The desired policy is:
1. All users in either group should have read access to all source
files stored in the repository.
2. In order to revise a file whose name ends in .c or .h, the user
must be in the developer group.
3. Similarly, in order to create a directory anyplace *other than* the
"doc" tree, the user must be in the developer group.
4. We require that every revision be able to record the principal ID
of the responsible revisor.
5. We require that membership of the groups be alterable, and that
the effect of alteration applies to subsequent attempts to revise.
6. The reference repository tree has integrity requirements that are
assured by guaranteeing that the data set is only updated by the
software configuration management server.
We are not concerned with proxying in this policy. If you agree to proxy
for me, you are taking responsibility and sooner or later we'll fire
your ass. The access control implementation is not required to implement
the company's human resources department, though if you feel especially
energetic we won't reject that submission. :-)

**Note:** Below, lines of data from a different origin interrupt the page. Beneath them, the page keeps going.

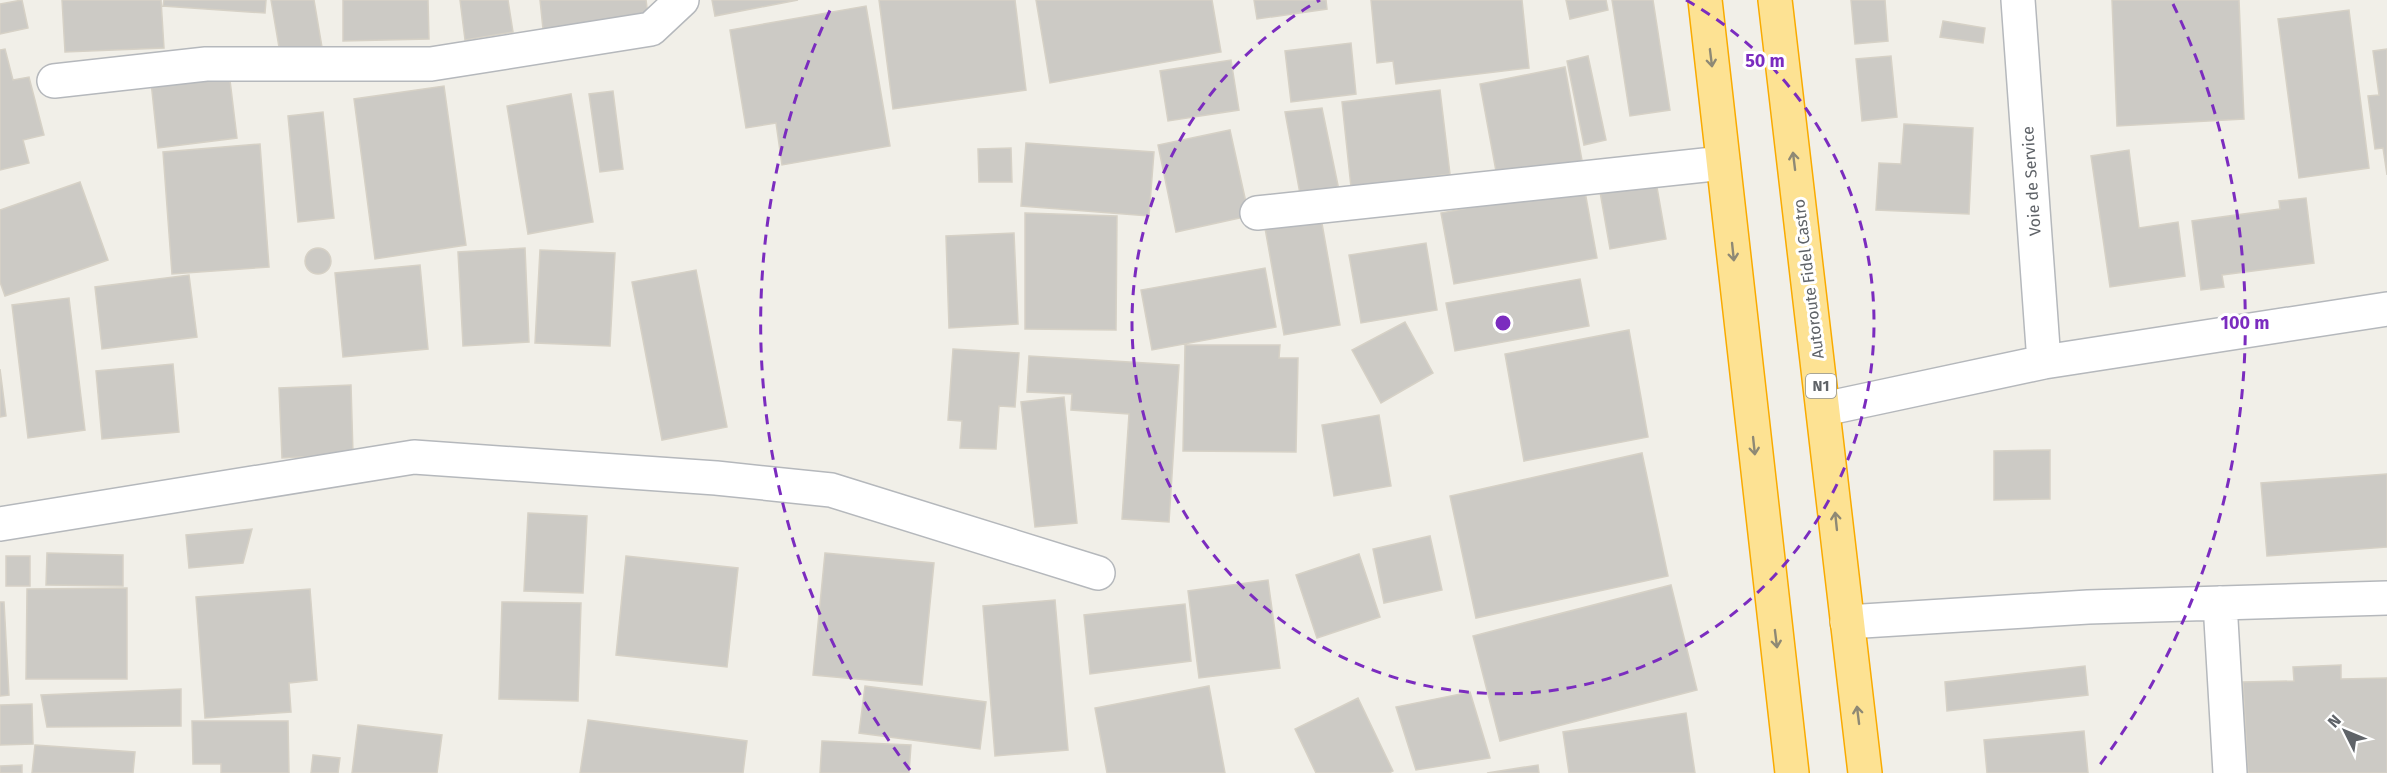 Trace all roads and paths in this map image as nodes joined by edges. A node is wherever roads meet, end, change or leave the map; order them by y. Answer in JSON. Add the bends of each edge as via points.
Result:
{"nodes":[{"id":1,"x":682,"y":0,"type":"edge"},
{"id":2,"x":1705,"y":0,"type":"edge"},
{"id":3,"x":1775,"y":0,"type":"edge"},
{"id":4,"x":2018,"y":0,"type":"edge"},
{"id":5,"x":54,"y":81,"type":"dead end"},
{"id":6,"x":1723,"y":163,"type":"junction"},
{"id":7,"x":1257,"y":213,"type":"dead end"},
{"id":8,"x":2387,"y":309,"type":"edge"},
{"id":9,"x":2044,"y":362,"type":"junction"},
{"id":10,"x":1824,"y":409,"type":"junction"},
{"id":11,"x":0,"y":524,"type":"edge"},
{"id":12,"x":1098,"y":573,"type":"dead end"},
{"id":13,"x":2387,"y":598,"type":"edge"},
{"id":14,"x":2220,"y":603,"type":"junction"},
{"id":15,"x":1847,"y":622,"type":"junction"},
{"id":16,"x":1792,"y":773,"type":"edge"},
{"id":17,"x":1865,"y":773,"type":"edge"},
{"id":18,"x":2230,"y":773,"type":"edge"}],
"edges":[{"from":1,"to":5,"type":"street","via":[[651,29],[431,64],[206,64]]},
{"from":2,"to":6,"type":"highway","one_way":true},
{"from":10,"to":3,"type":"highway","name":"Autoroute Fidel Castro","number":"N1","one_way":true},
{"from":4,"to":9,"type":"street","name":"Voie de Service"},
{"from":6,"to":7,"type":"street"},
{"from":6,"to":16,"type":"highway","one_way":true},
{"from":8,"to":9,"type":"street"},
{"from":9,"to":10,"type":"street"},
{"from":15,"to":10,"type":"highway","name":"Autoroute Fidel Castro","number":"N1","one_way":true},
{"from":11,"to":12,"type":"street","via":[[414,457],[831,490]]},
{"from":13,"to":14,"type":"street"},
{"from":14,"to":15,"type":"street"},
{"from":14,"to":18,"type":"street"},
{"from":17,"to":15,"type":"highway","name":"Autoroute Fidel Castro","number":"N1","one_way":true}]} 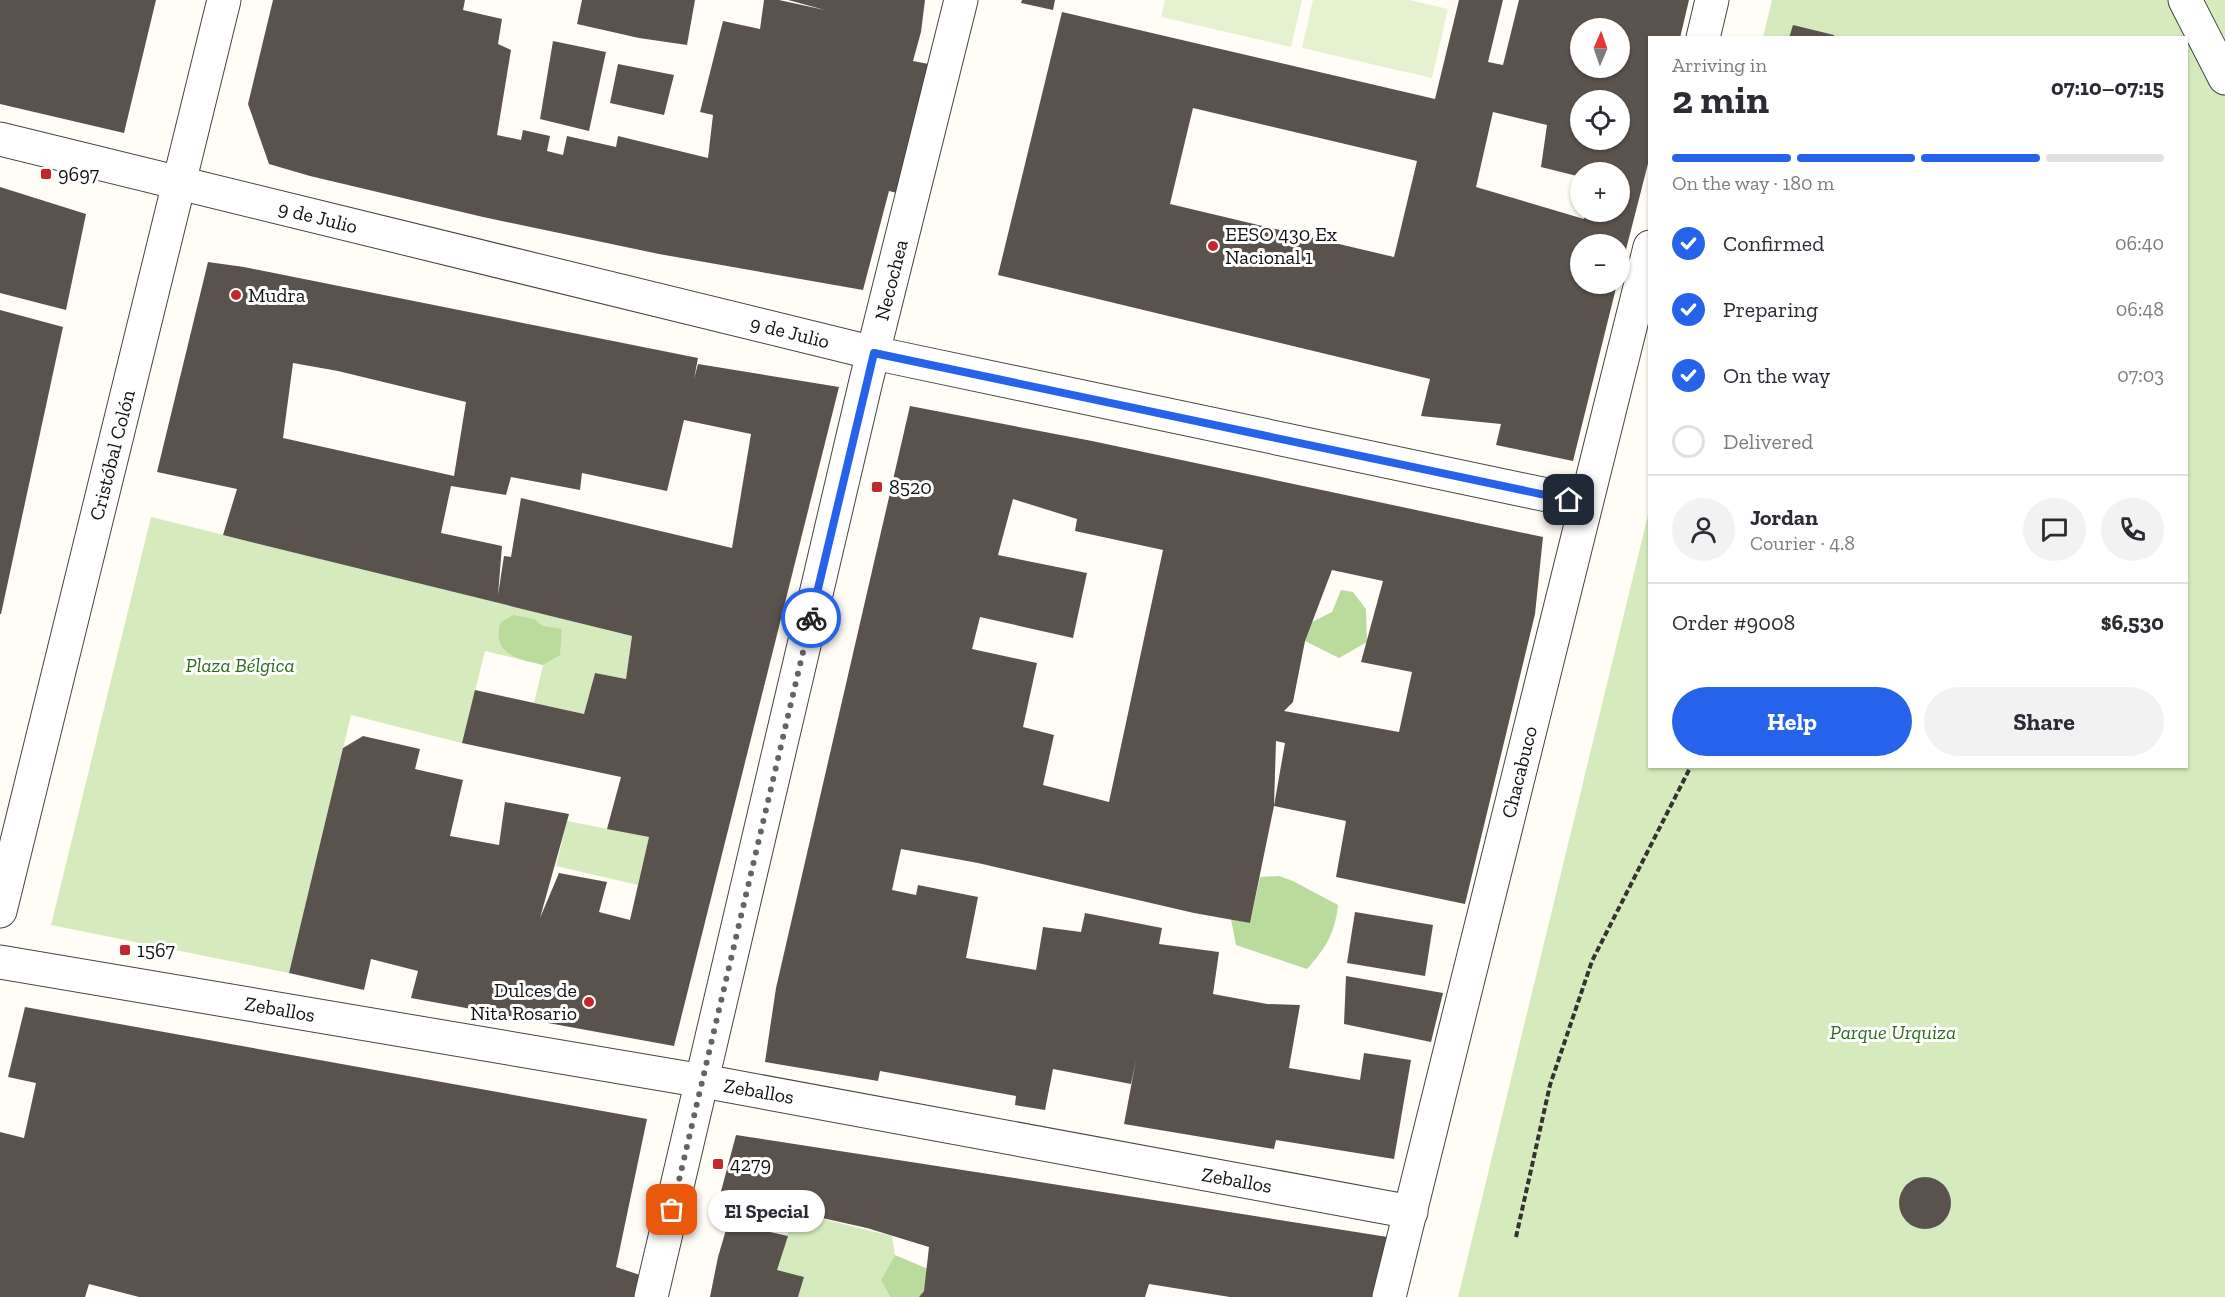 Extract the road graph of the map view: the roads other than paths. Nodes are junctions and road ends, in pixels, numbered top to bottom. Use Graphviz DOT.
graph roads {
  1 [pos="224,0"];
  2 [pos="961,0"];
  3 [pos="1712,0"];
  4 [pos="2185,0"];
  5 [pos="1703,36"];
  6 [pos="2225,78"];
  7 [pos="0,139"];
  8 [pos="179,183"];
  9 [pos="1648,255"];
  10 [pos="874,353"];
  11 [pos="1585,503"];
  12 [pos="0,911"];
  13 [pos="0,962"];
  14 [pos="703,1081"];
  15 [pos="1411,1212"];
  16 [pos="651,1297"];
  17 [pos="1389,1297"];
  1 -- 8 [label="street, Cristóbal Colón"];
  2 -- 10 [label="street, Necochea"];
  3 -- 5 [label="street"];
  4 -- 6 [label="street"];
  7 -- 8 [label="street, 9 de Julio"];
  8 -- 10 [label="street, 9 de Julio"];
  8 -- 12 [label="street, Cristóbal Colón"];
  9 -- 11 [label="street, Chacabuco"];
  10 -- 11 [label="street, 9 de Julio"];
  10 -- 14 [label="street, Necochea"];
  11 -- 15 [label="street, Chacabuco"];
  13 -- 14 [label="street, Zeballos"];
  14 -- 15 [label="street, Zeballos"];
  14 -- 16 [label="street, Necochea"];
  15 -- 17 [label="street, Chacabuco"];
} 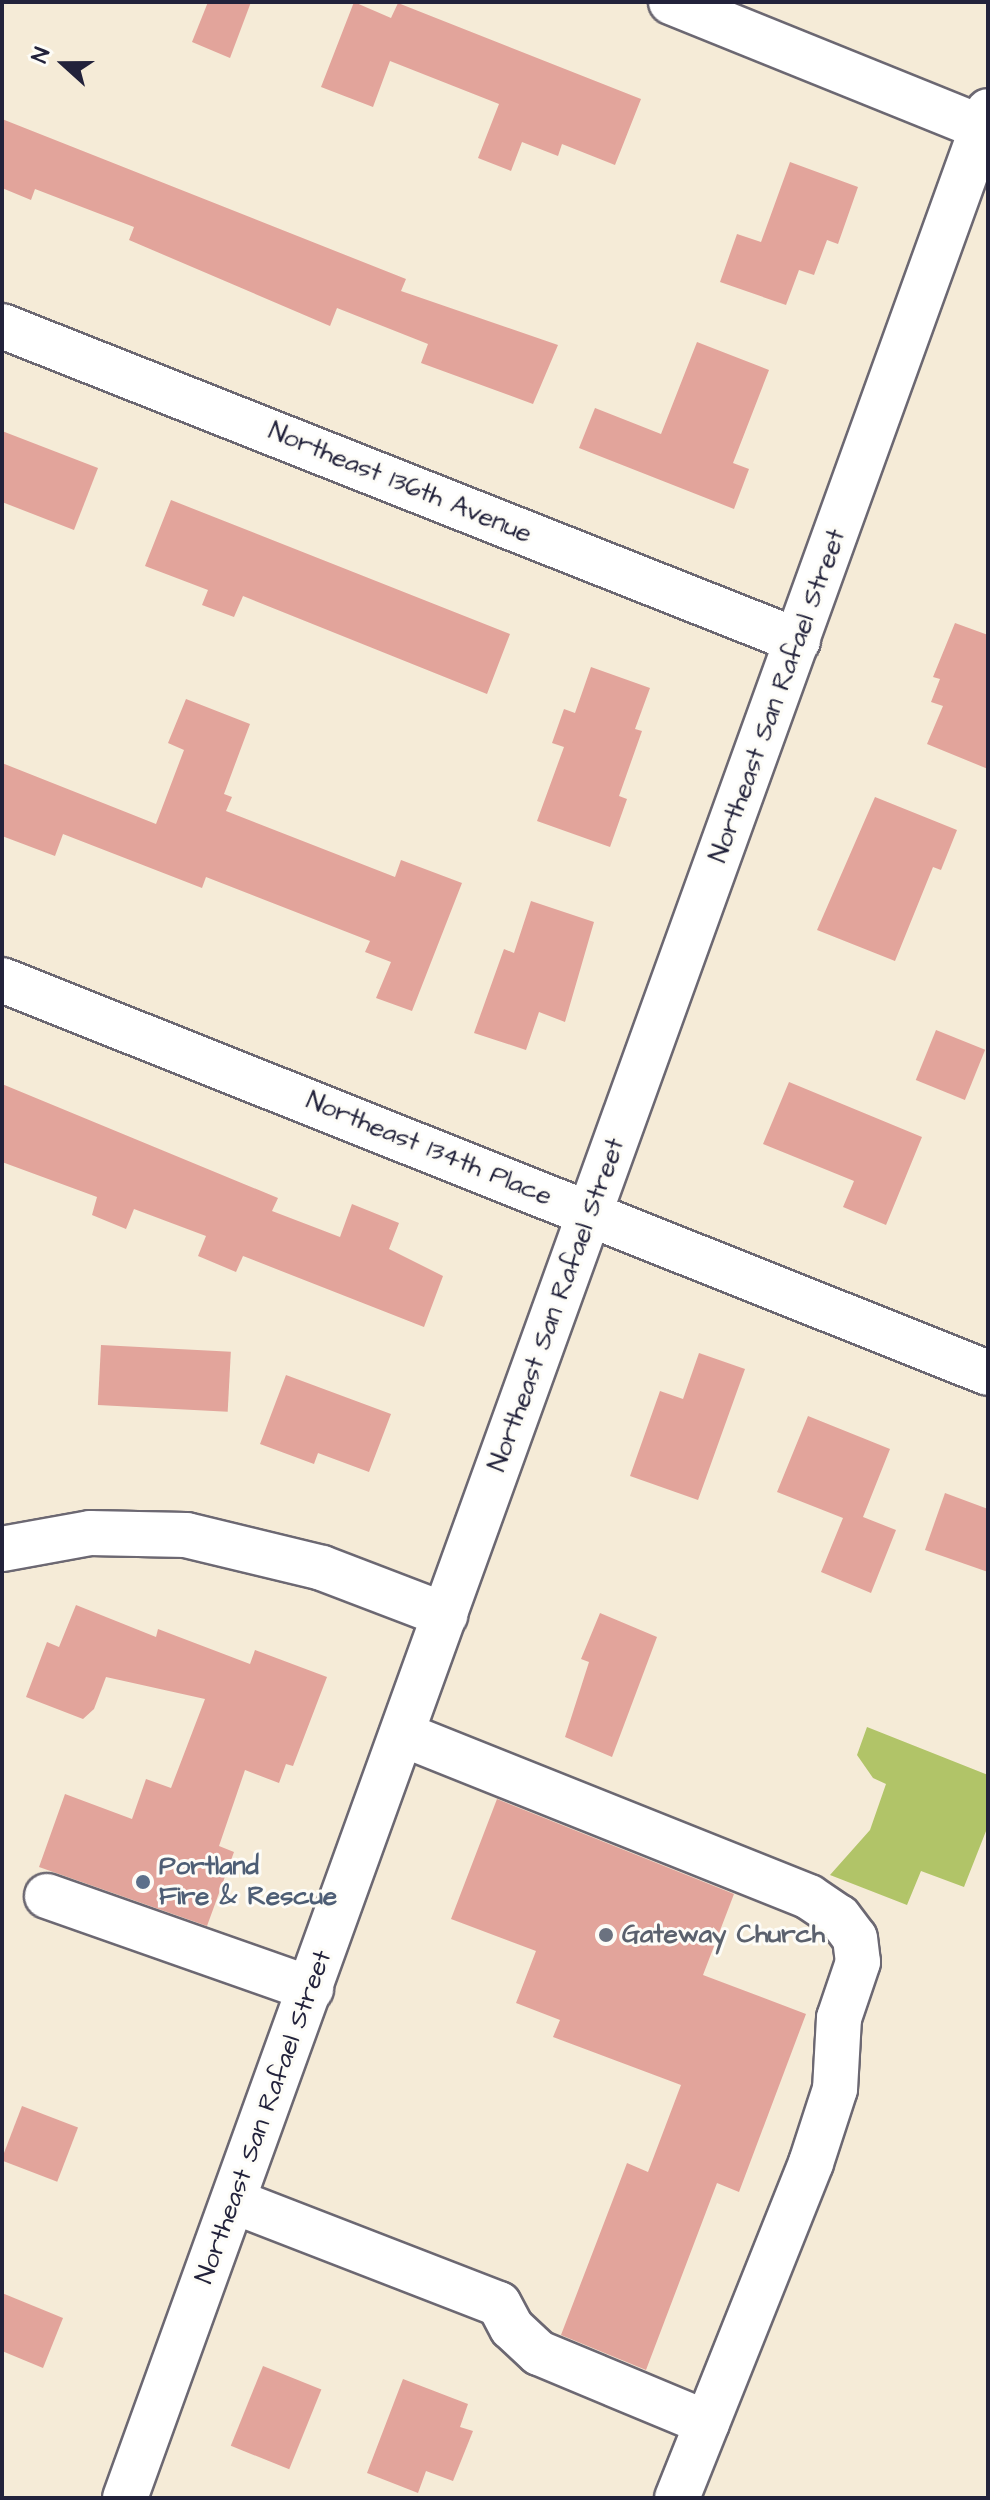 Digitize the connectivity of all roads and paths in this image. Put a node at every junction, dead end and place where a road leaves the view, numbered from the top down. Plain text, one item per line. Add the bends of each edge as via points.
1 (671, 2) edge
2 (985, 119) edge
3 (2, 326) edge
4 (798, 641) junction
5 (2, 980) edge
6 (590, 1212) junction
7 (988, 1373) edge
8 (2, 1549) edge
9 (445, 1615) junction
10 (402, 1734) junction
11 (47, 1896) dead end
12 (311, 1989) junction
13 (233, 2201) junction
14 (707, 2423) junction
15 (125, 2498) edge
16 (677, 2498) edge

1 - 2 street
2 - 4 street, Northeast San Rafael Street
3 - 4 street, Northeast 136th Avenue
4 - 6 street, Northeast San Rafael Street
5 - 6 street, Northeast 134th Place
6 - 7 street, Northeast 134th Place
6 - 9 street, Northeast San Rafael Street
8 - 9 street via 90,1533 186,1535 322,1568
9 - 10 street, Northeast San Rafael Street
10 - 12 street, Northeast San Rafael Street
10 - 14 street via 809,1897 839,1917 855,1938 858,1962 839,2018 835,2089 811,2163
11 - 12 street
12 - 13 street, Northeast San Rafael Street
13 - 14 street via 499,2304 512,2328 539,2353
13 - 15 street, Northeast San Rafael Street
14 - 16 street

Now it is perfectly clear to me that this policy can be implemented with
capabilities very easily. This is true primarily because all decisions
are made at open time and we have defined the key policy requirement as
accountability tracing rather than access prevention.
But in the absence of system-wide persistence, it is also clear that we
need a way to capture the fact that the SCM server can touch the portion
of the filesystem that stores the repository even though I (a user of
the SCM server) cannot. That is where this is going to get hung up.